To underline the importance of Jaqi Aru I need to go back to the creation of Global Voices in 2004. Global Voices began with a small meeting of twenty or so cross-cultural “bridge-bloggers” from places like Malaysia, China, Kenya, Iraq, and Iran. We were over-educated, traveled frequently, and spoke English fluently. Because of this we all felt that we belonged to a cohesive, global community and that our blog posts linking to each other were forming the basis of a new and exciting global conversation. In 2004, the vast majority of Arab bloggers wrote in English because 1) they wanted to be part of this global community and 2) there simply wasn’t much of an online, Arabic-speaking audience to read their content. Today those same bloggers are now writing in Arabic and there are far more Arabic blog posts published every day than any one person could possibly track. (Though Amira and our Middle East team on Global Voices do a pretty great job.)
The Arabic-language blogosphere took shape because it reached a critical mass. At some point Arab bloggers realized that it would be more rewarding to write in Arabic – to communicate with their own communities – than to write in English in order to be part of a vague sense of global community. Ideally we would all blog in at least two languages to be both local and global. Arabic is such a major language that it was only a matter of time until a critical mass of bloggers and, importantly, blog readers developed. But the vast majority of languages around the world do not have an online critical mass and their disappearance is accelerating as, for example, Aymara speakers abandon their native tongue in order to take part in the rich information and social capital available online in Spanish.
We don’t yet know if Jaqi Aru will be successful in creating a critical mass of Aymara-language bloggers, but we do know that it would never take place unless someone started somewhere. (Ruben Hilari from Jaqi Aru will speak about the project at the Global Voices Summit in Chile in a couple weeks.)
Media companies can learn from social translation initiatives. Specifically:
- Treat your audience as collaborators. Respect them and invite them to help translate your content for free in order to distribute it across linguistic divides. Recognize them when they do.
- Learn how to use cheap tools. Media companies pay ridiculous amounts for professional translators and proprietary software when cheap – often free – tools exist.
- Instead of paying costly, monolingual journalists to parachute into a region, translate local news from local sources and add context so that your audience can better understand the stories.
Some major newspapers are starting to get it. La Stampa here in Italy, for example, is able to keep up their coverage of international news by regularly translating and publishing content from Global Voices in Italian.
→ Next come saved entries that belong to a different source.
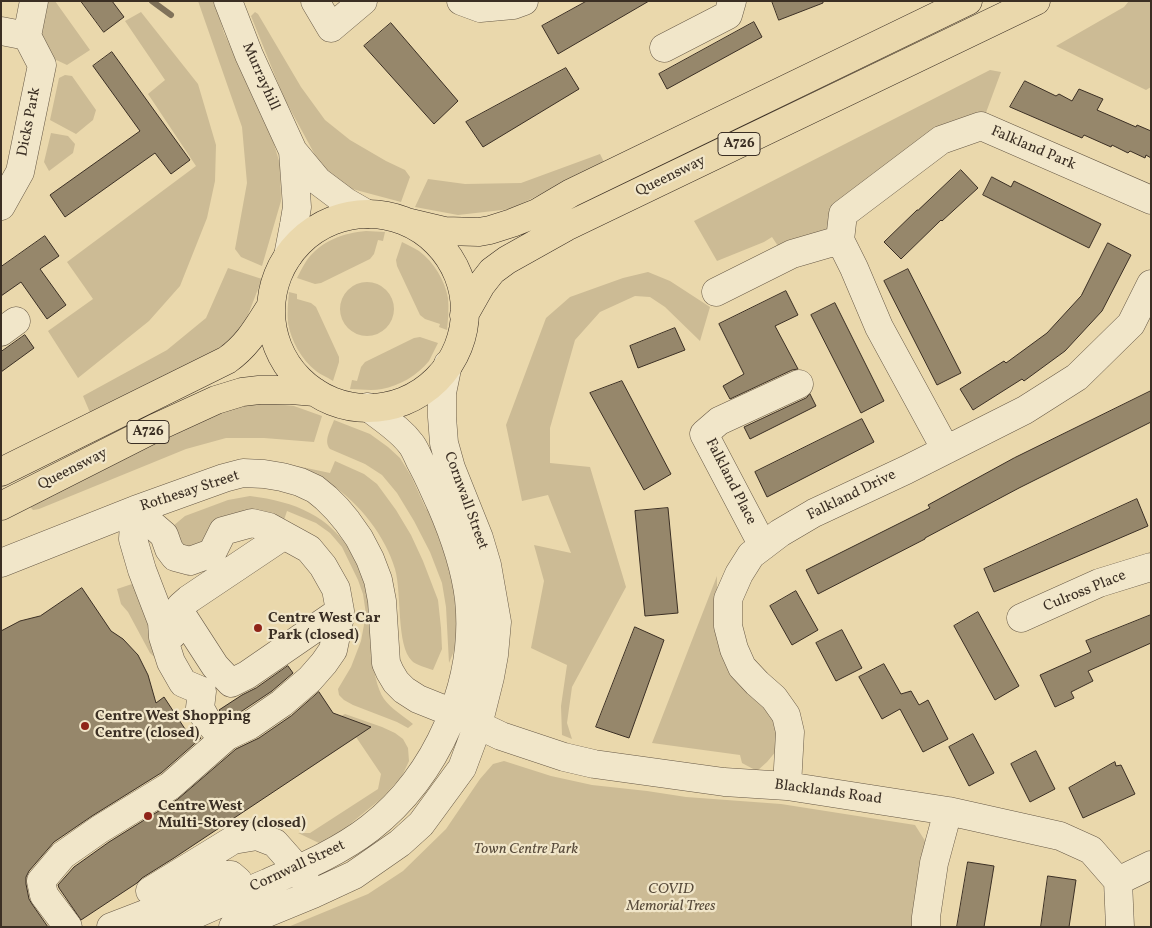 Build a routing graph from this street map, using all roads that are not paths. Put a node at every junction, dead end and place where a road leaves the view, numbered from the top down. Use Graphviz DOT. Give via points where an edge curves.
graph roads {
  1 [pos="34,1"];
  2 [pos="228,1"];
  3 [pos="315,1"];
  4 [pos="364,1"];
  5 [pos="461,1"];
  6 [pos="524,1"];
  7 [pos="732,1"];
  8 [pos="968,1"];
  9 [pos="1036,1"];
  10 [pos="1,31"];
  11 [pos="28,36"];
  12 [pos="664,48"];
  13 [pos="293,151"];
  14 [pos="1151,200"];
  15 [pos="1,206"];
  16 [pos="373,214"];
  17 [pos="418,227"];
  18 [pos="840,240"];
  19 [pos="288,256"];
  20 [pos="1151,284"];
  21 [pos="716,292"];
  22 [pos="271,303"];
  23 [pos="464,315"];
  24 [pos="448,364"];
  25 [pos="799,384"];
  26 [pos="308,389"];
  27 [pos="368,408"];
  28 [pos="946,450"];
  29 [pos="1,472"];
  30 [pos="1,506"];
  31 [pos="135,510"];
  32 [pos="284,536"];
  33 [pos="763,546"];
  34 [pos="1,563"];
  35 [pos="1151,567"];
  36 [pos="340,611"];
  37 [pos="1021,618"];
  38 [pos="231,683"];
  39 [pos="202,691"];
  40 [pos="453,712"];
  41 [pos="478,725"];
  42 [pos="228,736"];
  43 [pos="788,786"];
  44 [pos="948,810"];
  45 [pos="1151,865"];
  46 [pos="298,869"];
  47 [pos="1118,881"];
  48 [pos="237,884"];
  49 [pos="150,891"];
  50 [pos="313,894"];
  51 [pos="243,922"];
  52 [pos="68,927"];
  53 [pos="111,927"];
  54 [pos="167,927"];
  55 [pos="926,927"];
  56 [pos="1120,927"];
  1 -- 11 [label="street"];
  2 -- 13 [label="street, Murrayhill"];
  3 -- 4 [label="street" via="331,28"];
  5 -- 6 [label="street" via="480,8"];
  7 -- 12 [label="street" via="728,16"];
  8 -- 17 [label="highway, Queensway / A726" via="571,193 537,213 479,232 445,232"];
  9 -- 23 [label="highway, Queensway / A726" via="566,228 507,260 481,285"];
  10 -- 11 [label="street"];
  11 -- 15 [label="street, Dicks Park" via="42,64 20,172"];
  13 -- 16 [label="street, Murrayhill" via="318,181 346,202"];
  13 -- 19 [label="street, Murrayhill" via="297,207"];
  14 -- 18 [label="street, Falkland Park" via="981,126 941,140 843,214"];
  16 -- 17 [label="highway, A726"];
  16 -- 19 [label="highway, A726" via="347,217 324,225 304,238"];
  17 -- 23 [label="highway, A726" via="441,248 452,264 460,280"];
  18 -- 21 [label="street" via="792,254"];
  18 -- 28 [label="street" via="879,327"];
  19 -- 22 [label="highway, A726" via="275,283"];
  20 -- 28 [label="street, Falkland Drive" via="1131,324 1077,378 1025,410"];
  22 -- 26 [label="highway, A726" via="275,341 291,370"];
  22 -- 29 [label="highway, Queensway / A726" via="248,342 227,360"];
  23 -- 24 [label="highway, A726" via="460,338"];
  24 -- 27 [label="highway, A726" via="419,393 397,403"];
  24 -- 41 [label="street, Cornwall Street" via="442,393 444,443 482,547 497,622 490,677"];
  25 -- 33 [label="street, Falkland Place" via="719,421 704,434"];
  26 -- 27 [label="highway, A726" via="325,398"];
  26 -- 30 [label="highway, Queensway / A726" via="242,392 216,400"];
  27 -- 40 [label="street, Cornwall Street" via="412,444 460,554 469,600 469,649"];
  28 -- 33 [label="street, Falkland Drive" via="814,513"];
  31 -- 32 [label="street" via="164,535 175,556 190,561 212,553 223,531 252,524 269,527"];
  31 -- 34 [label="street, Rothesay Street"];
  31 -- 39 [label="street" via="133,539 142,570 162,622 188,656"];
  31 -- 40 [label="street, Rothesay Street" via="243,474 282,477 315,490 347,521 370,559 382,601 386,663 396,682 418,699"];
  32 -- 36 [label="street" via="309,549 323,566 336,589"];
  32 -- 38 [label="street" via="182,606 182,615 201,645"];
  33 -- 43 [label="street, Falkland Drive" via="751,555 728,599 728,626 742,667 774,698 786,715 790,732"];
  35 -- 37 [label="street, Culross Place" via="1099,583"];
  36 -- 38 [label="street"];
  36 -- 42 [label="street" via="333,650 324,663 282,703"];
  38 -- 39 [label="street"];
  39 -- 42 [label="street" via="200,708 204,716 219,734"];
  40 -- 41 [label="street, Rothesay Street"];
  40 -- 46 [label="street, Cornwall Street" via="424,770 390,811 350,843"];
  41 -- 43 [label="street, Blacklands Road" via="501,736 594,764 724,782"];
  41 -- 50 [label="street, Cornwall Street" via="462,768 420,824 362,870"];
  42 -- 52 [label="street" via="170,786 63,855 41,881 44,895"];
  43 -- 44 [label="street, Blacklands Road"];
  44 -- 47 [label="street, Blacklands Road" via="1060,836 1091,850"];
  44 -- 55 [label="street" via="934,863"];
  45 -- 47 [label="street"];
  46 -- 48 [label="street, Cornwall Street"];
  46 -- 49 [label="street" via="275,843 256,836 233,840"];
  46 -- 50 [label="street"];
  47 -- 56 [label="street"];
  48 -- 51 [label="street"];
  48 -- 53 [label="street" via="220,875 163,907"];
  48 -- 54 [label="street, Cornwall Street"];
  50 -- 51 [label="street, Cornwall Street"];
}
Four years ago, Portnoy and I were speaking on another panel about translation and the internet – at the 2006 Global Voices Summit in Delhi. Just like this time around, we prepared our talk about an hour before we gave it. It inspired several people in the audience to start their own versions of Global Voices in other languages. Soon “Global Voices in Chinese” was joined by French, then Spanish, and now Global Voices content is regularly translated into twenty different languages by 300 volunteers and is one of the biggest success stories of online social translation. I believe that most of these volunteer translators dedicate their time to the project in order to be part of a global community that is not grounded in monolingualism (though, admittedly, English is still the fundamental bridge language). Last night at dinner with Portnoy, Marc, and the Global Voices Italian team I was reminded once again of just what a special community we have.